E quasi a ogni battito del mio cuore, cresce la mia certezza: tu non puoi
aiutarci, ma tocca a noi aiutare te, difendere fino all’ultimo la tua casa in
noi. Esistono persone che all’ultimo momento si preoccupano di mettere in salvo
aspirapolveri, forchette e cucchiai d’argento - invece di salvare te, mio Dio.
E altre persone, che sono ormai ridotte a semplici ricettacoli di innumerevoli
paure e amarezze, vogliono a tutti i costi salvare il proprio corpo. Dicono: me
non mi prenderanno. Dimenticano che non si può essere nelle grinfie di nessuno
se si è nelle tue braccia. Comincio a sentirmi un po’ più tranquilla, mio Dio,
dopo questa conversazione con te. Discorrerò con te molto spesso, d’ora
innanzi, e in questo modo ti impedirò di abbandonarmi. Con me vivrai anche
tempi magri, mio Dio, tempi scarsamente alimentati dalla mia povera fiducia; ma
credimi, io continuerò a lavorare per te e a esserti fedele e non ti caccerò
via dal mio territorio. (p.169-170)
Io non odio nessuno, non sono amareggiata.
Una volta che l’amore per tutti gli uomini comincia a svilupparsi in noi,
diventa infinito. (p.172)
Si deve anche essere capaci di vivere senza libri e senza
niente. Esisterà pur sempre un pezzettino di cielo da poter guardare, e
abbastanza spazio dentro di me per congiungere le mani in una preghiera.
(p.173)
Mi sembra infantile pregare perché un altro
stia bene: per un altro si può solo pregare che riesca a sopportare le
difficoltà della vita. E se si prega per qualcuno, gli si manda un po’ della
propria forza. (p.176)
Amo così tanto gli altri perché amo in
ognuno un pezzetto di te, mio Dio. Ti cerco in tutti gli uomini e spesso trovo
in loro qualcosa di te. E cerco di disseppellirti dal loro cuore, mio Dio. (p.194)

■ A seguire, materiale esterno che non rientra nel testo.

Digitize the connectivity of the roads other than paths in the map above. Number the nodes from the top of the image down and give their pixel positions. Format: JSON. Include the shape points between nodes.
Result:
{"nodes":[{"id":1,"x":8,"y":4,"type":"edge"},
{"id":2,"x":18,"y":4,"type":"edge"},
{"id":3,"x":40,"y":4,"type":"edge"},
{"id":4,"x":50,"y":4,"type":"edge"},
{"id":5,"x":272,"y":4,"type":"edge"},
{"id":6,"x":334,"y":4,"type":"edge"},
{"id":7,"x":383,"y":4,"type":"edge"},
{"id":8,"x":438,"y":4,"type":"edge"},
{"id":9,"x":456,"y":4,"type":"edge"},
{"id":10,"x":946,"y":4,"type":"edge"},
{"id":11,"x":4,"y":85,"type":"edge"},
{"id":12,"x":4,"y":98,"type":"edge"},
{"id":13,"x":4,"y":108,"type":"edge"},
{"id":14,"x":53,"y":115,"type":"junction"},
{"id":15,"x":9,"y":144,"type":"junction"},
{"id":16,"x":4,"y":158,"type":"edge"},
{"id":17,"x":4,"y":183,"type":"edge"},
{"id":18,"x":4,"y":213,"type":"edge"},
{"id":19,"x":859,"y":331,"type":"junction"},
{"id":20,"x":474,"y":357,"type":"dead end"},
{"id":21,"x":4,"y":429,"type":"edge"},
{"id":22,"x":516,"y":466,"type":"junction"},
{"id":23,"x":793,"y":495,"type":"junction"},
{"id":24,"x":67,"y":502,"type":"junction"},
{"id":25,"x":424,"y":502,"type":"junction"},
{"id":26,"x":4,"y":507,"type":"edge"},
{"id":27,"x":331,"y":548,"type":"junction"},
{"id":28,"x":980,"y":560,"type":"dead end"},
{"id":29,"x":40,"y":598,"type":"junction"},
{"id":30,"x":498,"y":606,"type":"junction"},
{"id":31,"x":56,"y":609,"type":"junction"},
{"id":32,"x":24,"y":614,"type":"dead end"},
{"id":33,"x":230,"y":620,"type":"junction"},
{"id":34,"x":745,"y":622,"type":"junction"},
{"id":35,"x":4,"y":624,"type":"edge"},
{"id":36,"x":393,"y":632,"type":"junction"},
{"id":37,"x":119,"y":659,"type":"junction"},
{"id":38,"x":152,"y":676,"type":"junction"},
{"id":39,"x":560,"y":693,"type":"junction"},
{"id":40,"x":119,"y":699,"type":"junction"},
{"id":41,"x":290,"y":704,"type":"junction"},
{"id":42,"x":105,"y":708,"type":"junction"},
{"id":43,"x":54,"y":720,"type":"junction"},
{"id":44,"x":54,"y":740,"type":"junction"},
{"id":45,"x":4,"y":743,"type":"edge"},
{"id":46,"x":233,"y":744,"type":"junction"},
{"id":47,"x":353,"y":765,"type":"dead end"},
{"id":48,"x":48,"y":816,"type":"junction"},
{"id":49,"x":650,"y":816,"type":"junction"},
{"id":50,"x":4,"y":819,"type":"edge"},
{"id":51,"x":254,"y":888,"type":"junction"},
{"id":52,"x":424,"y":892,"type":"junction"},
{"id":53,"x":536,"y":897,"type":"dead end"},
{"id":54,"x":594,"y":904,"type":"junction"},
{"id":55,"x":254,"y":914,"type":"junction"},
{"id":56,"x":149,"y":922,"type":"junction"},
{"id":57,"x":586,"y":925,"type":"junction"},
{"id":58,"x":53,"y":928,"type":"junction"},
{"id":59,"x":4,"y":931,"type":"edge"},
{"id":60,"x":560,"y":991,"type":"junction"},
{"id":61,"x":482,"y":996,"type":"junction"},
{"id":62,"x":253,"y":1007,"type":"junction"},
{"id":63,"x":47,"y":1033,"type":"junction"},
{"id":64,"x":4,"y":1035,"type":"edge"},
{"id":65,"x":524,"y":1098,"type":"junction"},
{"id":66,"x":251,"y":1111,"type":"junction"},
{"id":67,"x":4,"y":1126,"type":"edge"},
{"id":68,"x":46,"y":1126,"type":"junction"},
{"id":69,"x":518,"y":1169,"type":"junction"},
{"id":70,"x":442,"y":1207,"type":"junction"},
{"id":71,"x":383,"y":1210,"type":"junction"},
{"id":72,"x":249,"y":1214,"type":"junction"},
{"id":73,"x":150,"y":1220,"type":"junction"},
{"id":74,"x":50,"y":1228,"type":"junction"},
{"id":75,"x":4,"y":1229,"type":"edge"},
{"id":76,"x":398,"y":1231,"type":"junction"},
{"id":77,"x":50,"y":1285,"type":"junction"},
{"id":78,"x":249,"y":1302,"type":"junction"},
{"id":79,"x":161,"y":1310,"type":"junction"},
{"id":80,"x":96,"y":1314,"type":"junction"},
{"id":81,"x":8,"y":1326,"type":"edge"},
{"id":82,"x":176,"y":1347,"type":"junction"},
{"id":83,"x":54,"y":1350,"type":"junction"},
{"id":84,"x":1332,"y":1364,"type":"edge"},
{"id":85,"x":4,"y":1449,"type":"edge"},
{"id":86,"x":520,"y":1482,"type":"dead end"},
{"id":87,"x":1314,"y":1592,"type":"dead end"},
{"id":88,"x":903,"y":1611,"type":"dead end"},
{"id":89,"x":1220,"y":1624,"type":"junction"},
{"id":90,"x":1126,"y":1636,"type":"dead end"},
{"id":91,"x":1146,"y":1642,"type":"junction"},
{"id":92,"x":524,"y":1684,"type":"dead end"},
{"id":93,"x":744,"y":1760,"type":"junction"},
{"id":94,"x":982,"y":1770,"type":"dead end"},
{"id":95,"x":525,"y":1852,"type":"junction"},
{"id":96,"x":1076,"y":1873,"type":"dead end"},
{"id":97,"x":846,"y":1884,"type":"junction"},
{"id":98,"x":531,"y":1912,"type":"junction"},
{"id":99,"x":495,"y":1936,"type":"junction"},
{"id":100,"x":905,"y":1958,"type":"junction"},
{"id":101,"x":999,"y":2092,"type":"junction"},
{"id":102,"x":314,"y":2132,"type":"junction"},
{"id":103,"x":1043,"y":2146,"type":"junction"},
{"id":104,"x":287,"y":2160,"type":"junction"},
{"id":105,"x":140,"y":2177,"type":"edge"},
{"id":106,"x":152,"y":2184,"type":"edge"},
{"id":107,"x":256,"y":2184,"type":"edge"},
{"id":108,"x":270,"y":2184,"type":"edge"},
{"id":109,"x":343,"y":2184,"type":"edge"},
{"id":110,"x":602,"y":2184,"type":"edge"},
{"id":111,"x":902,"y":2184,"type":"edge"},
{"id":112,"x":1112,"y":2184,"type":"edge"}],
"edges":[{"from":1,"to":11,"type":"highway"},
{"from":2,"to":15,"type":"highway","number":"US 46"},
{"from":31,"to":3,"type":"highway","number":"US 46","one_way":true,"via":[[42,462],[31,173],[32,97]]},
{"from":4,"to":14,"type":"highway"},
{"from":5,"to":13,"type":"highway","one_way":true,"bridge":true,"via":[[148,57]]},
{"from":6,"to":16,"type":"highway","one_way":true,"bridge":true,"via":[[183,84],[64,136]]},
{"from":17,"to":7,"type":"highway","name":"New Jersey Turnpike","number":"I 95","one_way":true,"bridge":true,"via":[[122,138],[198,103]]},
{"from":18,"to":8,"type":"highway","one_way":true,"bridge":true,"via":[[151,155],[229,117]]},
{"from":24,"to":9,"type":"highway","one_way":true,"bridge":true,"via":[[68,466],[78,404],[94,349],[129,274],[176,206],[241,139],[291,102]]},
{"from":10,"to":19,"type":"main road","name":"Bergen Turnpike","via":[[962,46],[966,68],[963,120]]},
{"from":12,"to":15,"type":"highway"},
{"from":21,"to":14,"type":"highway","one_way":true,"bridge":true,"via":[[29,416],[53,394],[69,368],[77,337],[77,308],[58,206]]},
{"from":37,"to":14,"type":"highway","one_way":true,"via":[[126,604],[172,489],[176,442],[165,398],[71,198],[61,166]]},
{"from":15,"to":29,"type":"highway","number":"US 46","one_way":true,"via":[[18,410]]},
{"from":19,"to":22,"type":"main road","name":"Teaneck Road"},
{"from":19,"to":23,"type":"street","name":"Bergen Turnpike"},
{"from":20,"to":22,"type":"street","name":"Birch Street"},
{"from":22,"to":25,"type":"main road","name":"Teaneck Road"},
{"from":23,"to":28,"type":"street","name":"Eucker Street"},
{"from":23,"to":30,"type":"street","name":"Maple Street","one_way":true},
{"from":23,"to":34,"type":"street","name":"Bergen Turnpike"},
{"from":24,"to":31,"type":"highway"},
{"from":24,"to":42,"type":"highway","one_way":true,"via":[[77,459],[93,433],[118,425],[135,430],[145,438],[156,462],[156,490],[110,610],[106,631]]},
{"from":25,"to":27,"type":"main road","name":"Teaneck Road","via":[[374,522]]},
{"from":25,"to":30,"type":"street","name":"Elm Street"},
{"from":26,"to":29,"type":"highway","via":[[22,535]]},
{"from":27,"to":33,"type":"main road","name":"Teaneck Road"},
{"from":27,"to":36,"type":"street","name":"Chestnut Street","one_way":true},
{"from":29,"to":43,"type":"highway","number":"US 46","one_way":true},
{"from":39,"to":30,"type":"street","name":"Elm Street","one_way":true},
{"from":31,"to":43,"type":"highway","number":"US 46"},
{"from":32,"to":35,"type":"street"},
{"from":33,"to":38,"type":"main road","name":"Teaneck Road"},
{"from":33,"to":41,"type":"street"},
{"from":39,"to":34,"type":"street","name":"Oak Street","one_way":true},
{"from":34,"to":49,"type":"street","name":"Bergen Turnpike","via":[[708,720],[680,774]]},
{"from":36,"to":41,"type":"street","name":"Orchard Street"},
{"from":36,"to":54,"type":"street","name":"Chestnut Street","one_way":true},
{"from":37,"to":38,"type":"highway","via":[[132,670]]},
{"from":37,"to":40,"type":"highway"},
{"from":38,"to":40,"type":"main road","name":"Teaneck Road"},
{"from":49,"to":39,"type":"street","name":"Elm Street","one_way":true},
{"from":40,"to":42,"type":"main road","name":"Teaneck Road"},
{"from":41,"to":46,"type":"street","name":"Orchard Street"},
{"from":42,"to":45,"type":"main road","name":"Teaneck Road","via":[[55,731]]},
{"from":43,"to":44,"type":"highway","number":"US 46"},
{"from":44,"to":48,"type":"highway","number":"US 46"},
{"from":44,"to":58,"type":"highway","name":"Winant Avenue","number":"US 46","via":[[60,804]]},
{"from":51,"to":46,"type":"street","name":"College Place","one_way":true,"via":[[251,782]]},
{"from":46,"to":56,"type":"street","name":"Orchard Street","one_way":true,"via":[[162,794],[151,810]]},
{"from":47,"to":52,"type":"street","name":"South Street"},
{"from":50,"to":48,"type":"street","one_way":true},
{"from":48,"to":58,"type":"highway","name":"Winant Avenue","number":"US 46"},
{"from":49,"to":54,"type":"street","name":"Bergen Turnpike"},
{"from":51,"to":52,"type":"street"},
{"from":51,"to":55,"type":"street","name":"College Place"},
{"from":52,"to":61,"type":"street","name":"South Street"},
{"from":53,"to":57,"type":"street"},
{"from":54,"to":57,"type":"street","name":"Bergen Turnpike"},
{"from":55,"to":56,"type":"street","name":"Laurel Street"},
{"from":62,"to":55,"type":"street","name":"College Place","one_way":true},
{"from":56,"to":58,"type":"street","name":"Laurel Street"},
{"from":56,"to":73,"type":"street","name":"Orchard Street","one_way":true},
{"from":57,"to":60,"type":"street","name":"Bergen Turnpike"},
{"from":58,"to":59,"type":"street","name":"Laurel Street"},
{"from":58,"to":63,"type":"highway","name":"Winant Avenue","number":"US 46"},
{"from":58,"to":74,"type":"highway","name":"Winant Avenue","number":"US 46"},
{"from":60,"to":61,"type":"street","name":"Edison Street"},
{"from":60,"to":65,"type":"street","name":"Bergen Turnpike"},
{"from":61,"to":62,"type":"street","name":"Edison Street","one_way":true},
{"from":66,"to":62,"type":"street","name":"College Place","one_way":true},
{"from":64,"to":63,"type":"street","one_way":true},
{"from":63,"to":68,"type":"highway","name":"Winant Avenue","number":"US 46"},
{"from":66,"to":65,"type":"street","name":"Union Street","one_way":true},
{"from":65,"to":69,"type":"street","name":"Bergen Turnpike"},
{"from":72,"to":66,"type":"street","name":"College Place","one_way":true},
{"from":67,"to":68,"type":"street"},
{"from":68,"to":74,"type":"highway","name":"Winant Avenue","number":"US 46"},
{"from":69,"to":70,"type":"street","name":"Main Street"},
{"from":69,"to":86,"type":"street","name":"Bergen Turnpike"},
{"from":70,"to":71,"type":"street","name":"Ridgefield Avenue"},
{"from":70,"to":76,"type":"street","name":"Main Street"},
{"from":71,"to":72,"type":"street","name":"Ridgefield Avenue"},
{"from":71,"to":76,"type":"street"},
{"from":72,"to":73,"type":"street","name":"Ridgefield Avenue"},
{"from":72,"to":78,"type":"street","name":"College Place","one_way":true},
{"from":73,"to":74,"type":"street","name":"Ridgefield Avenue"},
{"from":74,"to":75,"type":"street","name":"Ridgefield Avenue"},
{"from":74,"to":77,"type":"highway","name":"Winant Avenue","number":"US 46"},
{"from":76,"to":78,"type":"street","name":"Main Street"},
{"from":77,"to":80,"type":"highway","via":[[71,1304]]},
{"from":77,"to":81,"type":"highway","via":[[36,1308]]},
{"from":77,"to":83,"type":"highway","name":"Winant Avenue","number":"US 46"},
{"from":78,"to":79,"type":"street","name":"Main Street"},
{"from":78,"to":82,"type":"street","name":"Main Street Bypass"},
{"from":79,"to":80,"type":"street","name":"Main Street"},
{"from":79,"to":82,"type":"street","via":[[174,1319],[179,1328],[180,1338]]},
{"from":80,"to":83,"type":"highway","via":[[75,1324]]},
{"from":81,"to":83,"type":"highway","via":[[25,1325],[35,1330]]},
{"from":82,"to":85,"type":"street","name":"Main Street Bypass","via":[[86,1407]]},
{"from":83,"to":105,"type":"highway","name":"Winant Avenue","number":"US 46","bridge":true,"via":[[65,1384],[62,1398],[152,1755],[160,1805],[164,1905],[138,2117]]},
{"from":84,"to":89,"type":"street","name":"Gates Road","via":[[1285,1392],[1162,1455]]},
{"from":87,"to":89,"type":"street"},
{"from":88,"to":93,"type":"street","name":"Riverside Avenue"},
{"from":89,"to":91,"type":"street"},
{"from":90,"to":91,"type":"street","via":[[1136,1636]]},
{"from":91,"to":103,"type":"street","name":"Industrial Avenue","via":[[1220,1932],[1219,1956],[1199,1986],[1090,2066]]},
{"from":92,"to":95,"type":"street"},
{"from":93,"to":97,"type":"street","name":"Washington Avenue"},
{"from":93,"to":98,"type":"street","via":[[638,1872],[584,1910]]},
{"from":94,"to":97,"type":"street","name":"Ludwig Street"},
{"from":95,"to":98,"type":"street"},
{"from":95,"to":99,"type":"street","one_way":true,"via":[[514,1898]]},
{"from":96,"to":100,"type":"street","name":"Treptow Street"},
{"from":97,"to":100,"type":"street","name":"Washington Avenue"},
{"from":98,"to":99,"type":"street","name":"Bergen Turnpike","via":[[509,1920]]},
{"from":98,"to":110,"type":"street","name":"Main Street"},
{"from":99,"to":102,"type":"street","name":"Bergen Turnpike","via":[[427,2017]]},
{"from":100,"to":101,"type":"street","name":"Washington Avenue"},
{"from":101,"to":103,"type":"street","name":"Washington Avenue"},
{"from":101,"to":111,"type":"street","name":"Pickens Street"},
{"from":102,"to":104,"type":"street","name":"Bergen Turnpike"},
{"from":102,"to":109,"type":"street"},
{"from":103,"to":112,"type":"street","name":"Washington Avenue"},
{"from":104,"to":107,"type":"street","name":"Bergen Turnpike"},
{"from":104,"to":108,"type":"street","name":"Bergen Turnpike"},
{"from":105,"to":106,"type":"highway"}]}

...ognuno di noi deve raccogliere e distruggere in se stesso
ciò per cui ritiene di dovere distruggere gli altri. E convinciamoci che ogni atomo di odio che aggiungiamo al mondo
lo rende ancora più inospitale.
E Klaas, vecchio e arrabbiato militante di classe, ha
replicato sorpreso e sconcertato insieme: si, ma – ma questo sarebbe di nuovo
cristianesimo!
E io, divertita da tanto smarrimento, ho risposto con molta
flemma: certo, cristianesimo – e perché poi no? (p.212)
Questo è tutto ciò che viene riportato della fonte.